═════ Records to process

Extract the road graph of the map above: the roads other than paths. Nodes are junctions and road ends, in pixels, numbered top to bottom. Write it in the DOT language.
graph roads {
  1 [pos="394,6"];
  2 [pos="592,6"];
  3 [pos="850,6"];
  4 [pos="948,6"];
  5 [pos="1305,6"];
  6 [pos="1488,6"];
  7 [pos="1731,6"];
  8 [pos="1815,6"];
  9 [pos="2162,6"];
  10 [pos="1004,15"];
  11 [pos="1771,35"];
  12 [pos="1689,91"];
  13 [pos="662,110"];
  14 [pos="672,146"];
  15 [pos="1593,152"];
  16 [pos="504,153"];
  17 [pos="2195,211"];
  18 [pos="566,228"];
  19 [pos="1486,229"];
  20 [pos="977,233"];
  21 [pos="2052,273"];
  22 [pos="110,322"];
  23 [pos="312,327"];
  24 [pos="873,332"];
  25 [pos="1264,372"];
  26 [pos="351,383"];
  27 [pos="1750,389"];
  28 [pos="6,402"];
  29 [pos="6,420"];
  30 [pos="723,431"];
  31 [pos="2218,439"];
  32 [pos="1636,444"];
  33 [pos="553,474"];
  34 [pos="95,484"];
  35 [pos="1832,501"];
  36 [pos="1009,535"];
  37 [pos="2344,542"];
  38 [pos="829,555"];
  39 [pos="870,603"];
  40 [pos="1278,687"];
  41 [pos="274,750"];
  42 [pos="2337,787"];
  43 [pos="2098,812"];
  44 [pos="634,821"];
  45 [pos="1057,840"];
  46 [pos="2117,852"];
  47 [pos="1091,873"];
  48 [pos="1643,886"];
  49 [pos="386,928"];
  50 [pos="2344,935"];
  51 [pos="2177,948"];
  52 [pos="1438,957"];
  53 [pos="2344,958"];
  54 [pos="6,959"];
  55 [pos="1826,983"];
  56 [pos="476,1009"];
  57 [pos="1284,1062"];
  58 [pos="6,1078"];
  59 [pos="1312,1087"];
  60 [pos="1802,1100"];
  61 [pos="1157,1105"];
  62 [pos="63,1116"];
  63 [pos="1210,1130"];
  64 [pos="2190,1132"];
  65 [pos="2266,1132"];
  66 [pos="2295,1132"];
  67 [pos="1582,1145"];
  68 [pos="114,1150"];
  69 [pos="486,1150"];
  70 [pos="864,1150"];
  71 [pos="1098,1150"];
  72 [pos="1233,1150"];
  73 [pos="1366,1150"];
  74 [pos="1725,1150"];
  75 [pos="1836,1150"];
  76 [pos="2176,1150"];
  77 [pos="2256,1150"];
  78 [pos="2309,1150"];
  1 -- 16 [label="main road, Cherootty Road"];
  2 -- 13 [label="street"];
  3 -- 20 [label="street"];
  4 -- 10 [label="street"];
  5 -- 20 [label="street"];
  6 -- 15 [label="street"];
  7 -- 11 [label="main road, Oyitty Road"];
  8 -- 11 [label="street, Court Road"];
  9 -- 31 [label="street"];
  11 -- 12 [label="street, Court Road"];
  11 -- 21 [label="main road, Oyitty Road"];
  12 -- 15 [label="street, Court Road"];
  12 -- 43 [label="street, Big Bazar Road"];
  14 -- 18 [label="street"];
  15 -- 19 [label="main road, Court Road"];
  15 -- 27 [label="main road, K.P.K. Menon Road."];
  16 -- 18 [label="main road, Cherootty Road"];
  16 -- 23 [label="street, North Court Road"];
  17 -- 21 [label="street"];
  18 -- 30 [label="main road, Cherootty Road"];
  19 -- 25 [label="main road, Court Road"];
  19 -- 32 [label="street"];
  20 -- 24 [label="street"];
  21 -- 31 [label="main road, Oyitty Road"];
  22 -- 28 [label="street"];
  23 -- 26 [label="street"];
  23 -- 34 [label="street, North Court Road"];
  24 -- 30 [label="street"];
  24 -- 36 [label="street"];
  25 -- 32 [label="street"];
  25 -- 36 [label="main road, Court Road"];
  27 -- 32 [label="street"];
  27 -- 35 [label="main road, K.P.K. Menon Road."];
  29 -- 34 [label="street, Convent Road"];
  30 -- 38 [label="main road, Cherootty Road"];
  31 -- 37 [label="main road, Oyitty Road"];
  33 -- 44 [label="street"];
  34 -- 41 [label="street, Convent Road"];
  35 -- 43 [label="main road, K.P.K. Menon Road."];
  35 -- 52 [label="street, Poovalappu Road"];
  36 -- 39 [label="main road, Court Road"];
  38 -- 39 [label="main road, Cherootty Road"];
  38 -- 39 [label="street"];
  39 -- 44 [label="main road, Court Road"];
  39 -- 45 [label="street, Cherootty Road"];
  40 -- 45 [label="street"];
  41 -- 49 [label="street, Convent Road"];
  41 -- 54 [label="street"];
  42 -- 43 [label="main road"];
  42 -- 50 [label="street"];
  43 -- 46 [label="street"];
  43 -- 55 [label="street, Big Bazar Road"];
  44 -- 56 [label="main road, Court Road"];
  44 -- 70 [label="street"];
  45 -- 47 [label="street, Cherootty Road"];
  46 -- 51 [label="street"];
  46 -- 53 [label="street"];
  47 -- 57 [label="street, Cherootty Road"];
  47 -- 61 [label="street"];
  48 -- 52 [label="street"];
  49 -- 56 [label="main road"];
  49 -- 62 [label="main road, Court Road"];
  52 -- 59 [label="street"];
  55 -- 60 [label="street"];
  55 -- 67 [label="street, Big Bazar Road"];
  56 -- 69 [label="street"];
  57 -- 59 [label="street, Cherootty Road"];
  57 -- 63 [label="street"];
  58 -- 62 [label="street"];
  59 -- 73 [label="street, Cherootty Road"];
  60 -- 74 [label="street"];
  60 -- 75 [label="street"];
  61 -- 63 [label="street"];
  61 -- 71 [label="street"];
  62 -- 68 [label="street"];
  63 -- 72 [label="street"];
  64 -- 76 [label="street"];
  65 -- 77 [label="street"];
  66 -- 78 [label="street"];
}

══════════

Required work:
Give an exact copy of all the data shown above.

Finished exercise:
Extract the road graph of the map above: the roads other than paths. Nodes are junctions and road ends, in pixels, numbered top to bottom. Write it in the DOT language.
graph roads {
  1 [pos="394,6"];
  2 [pos="592,6"];
  3 [pos="850,6"];
  4 [pos="948,6"];
  5 [pos="1305,6"];
  6 [pos="1488,6"];
  7 [pos="1731,6"];
  8 [pos="1815,6"];
  9 [pos="2162,6"];
  10 [pos="1004,15"];
  11 [pos="1771,35"];
  12 [pos="1689,91"];
  13 [pos="662,110"];
  14 [pos="672,146"];
  15 [pos="1593,152"];
  16 [pos="504,153"];
  17 [pos="2195,211"];
  18 [pos="566,228"];
  19 [pos="1486,229"];
  20 [pos="977,233"];
  21 [pos="2052,273"];
  22 [pos="110,322"];
  23 [pos="312,327"];
  24 [pos="873,332"];
  25 [pos="1264,372"];
  26 [pos="351,383"];
  27 [pos="1750,389"];
  28 [pos="6,402"];
  29 [pos="6,420"];
  30 [pos="723,431"];
  31 [pos="2218,439"];
  32 [pos="1636,444"];
  33 [pos="553,474"];
  34 [pos="95,484"];
  35 [pos="1832,501"];
  36 [pos="1009,535"];
  37 [pos="2344,542"];
  38 [pos="829,555"];
  39 [pos="870,603"];
  40 [pos="1278,687"];
  41 [pos="274,750"];
  42 [pos="2337,787"];
  43 [pos="2098,812"];
  44 [pos="634,821"];
  45 [pos="1057,840"];
  46 [pos="2117,852"];
  47 [pos="1091,873"];
  48 [pos="1643,886"];
  49 [pos="386,928"];
  50 [pos="2344,935"];
  51 [pos="2177,948"];
  52 [pos="1438,957"];
  53 [pos="2344,958"];
  54 [pos="6,959"];
  55 [pos="1826,983"];
  56 [pos="476,1009"];
  57 [pos="1284,1062"];
  58 [pos="6,1078"];
  59 [pos="1312,1087"];
  60 [pos="1802,1100"];
  61 [pos="1157,1105"];
  62 [pos="63,1116"];
  63 [pos="1210,1130"];
  64 [pos="2190,1132"];
  65 [pos="2266,1132"];
  66 [pos="2295,1132"];
  67 [pos="1582,1145"];
  68 [pos="114,1150"];
  69 [pos="486,1150"];
  70 [pos="864,1150"];
  71 [pos="1098,1150"];
  72 [pos="1233,1150"];
  73 [pos="1366,1150"];
  74 [pos="1725,1150"];
  75 [pos="1836,1150"];
  76 [pos="2176,1150"];
  77 [pos="2256,1150"];
  78 [pos="2309,1150"];
  1 -- 16 [label="main road, Cherootty Road"];
  2 -- 13 [label="street"];
  3 -- 20 [label="street"];
  4 -- 10 [label="street"];
  5 -- 20 [label="street"];
  6 -- 15 [label="street"];
  7 -- 11 [label="main road, Oyitty Road"];
  8 -- 11 [label="street, Court Road"];
  9 -- 31 [label="street"];
  11 -- 12 [label="street, Court Road"];
  11 -- 21 [label="main road, Oyitty Road"];
  12 -- 15 [label="street, Court Road"];
  12 -- 43 [label="street, Big Bazar Road"];
  14 -- 18 [label="street"];
  15 -- 19 [label="main road, Court Road"];
  15 -- 27 [label="main road, K.P.K. Menon Road."];
  16 -- 18 [label="main road, Cherootty Road"];
  16 -- 23 [label="street, North Court Road"];
  17 -- 21 [label="street"];
  18 -- 30 [label="main road, Cherootty Road"];
  19 -- 25 [label="main road, Court Road"];
  19 -- 32 [label="street"];
  20 -- 24 [label="street"];
  21 -- 31 [label="main road, Oyitty Road"];
  22 -- 28 [label="street"];
  23 -- 26 [label="street"];
  23 -- 34 [label="street, North Court Road"];
  24 -- 30 [label="street"];
  24 -- 36 [label="street"];
  25 -- 32 [label="street"];
  25 -- 36 [label="main road, Court Road"];
  27 -- 32 [label="street"];
  27 -- 35 [label="main road, K.P.K. Menon Road."];
  29 -- 34 [label="street, Convent Road"];
  30 -- 38 [label="main road, Cherootty Road"];
  31 -- 37 [label="main road, Oyitty Road"];
  33 -- 44 [label="street"];
  34 -- 41 [label="street, Convent Road"];
  35 -- 43 [label="main road, K.P.K. Menon Road."];
  35 -- 52 [label="street, Poovalappu Road"];
  36 -- 39 [label="main road, Court Road"];
  38 -- 39 [label="main road, Cherootty Road"];
  38 -- 39 [label="street"];
  39 -- 44 [label="main road, Court Road"];
  39 -- 45 [label="street, Cherootty Road"];
  40 -- 45 [label="street"];
  41 -- 49 [label="street, Convent Road"];
  41 -- 54 [label="street"];
  42 -- 43 [label="main road"];
  42 -- 50 [label="street"];
  43 -- 46 [label="street"];
  43 -- 55 [label="street, Big Bazar Road"];
  44 -- 56 [label="main road, Court Road"];
  44 -- 70 [label="street"];
  45 -- 47 [label="street, Cherootty Road"];
  46 -- 51 [label="street"];
  46 -- 53 [label="street"];
  47 -- 57 [label="street, Cherootty Road"];
  47 -- 61 [label="street"];
  48 -- 52 [label="street"];
  49 -- 56 [label="main road"];
  49 -- 62 [label="main road, Court Road"];
  52 -- 59 [label="street"];
  55 -- 60 [label="street"];
  55 -- 67 [label="street, Big Bazar Road"];
  56 -- 69 [label="street"];
  57 -- 59 [label="street, Cherootty Road"];
  57 -- 63 [label="street"];
  58 -- 62 [label="street"];
  59 -- 73 [label="street, Cherootty Road"];
  60 -- 74 [label="street"];
  60 -- 75 [label="street"];
  61 -- 63 [label="street"];
  61 -- 71 [label="street"];
  62 -- 68 [label="street"];
  63 -- 72 [label="street"];
  64 -- 76 [label="street"];
  65 -- 77 [label="street"];
  66 -- 78 [label="street"];
}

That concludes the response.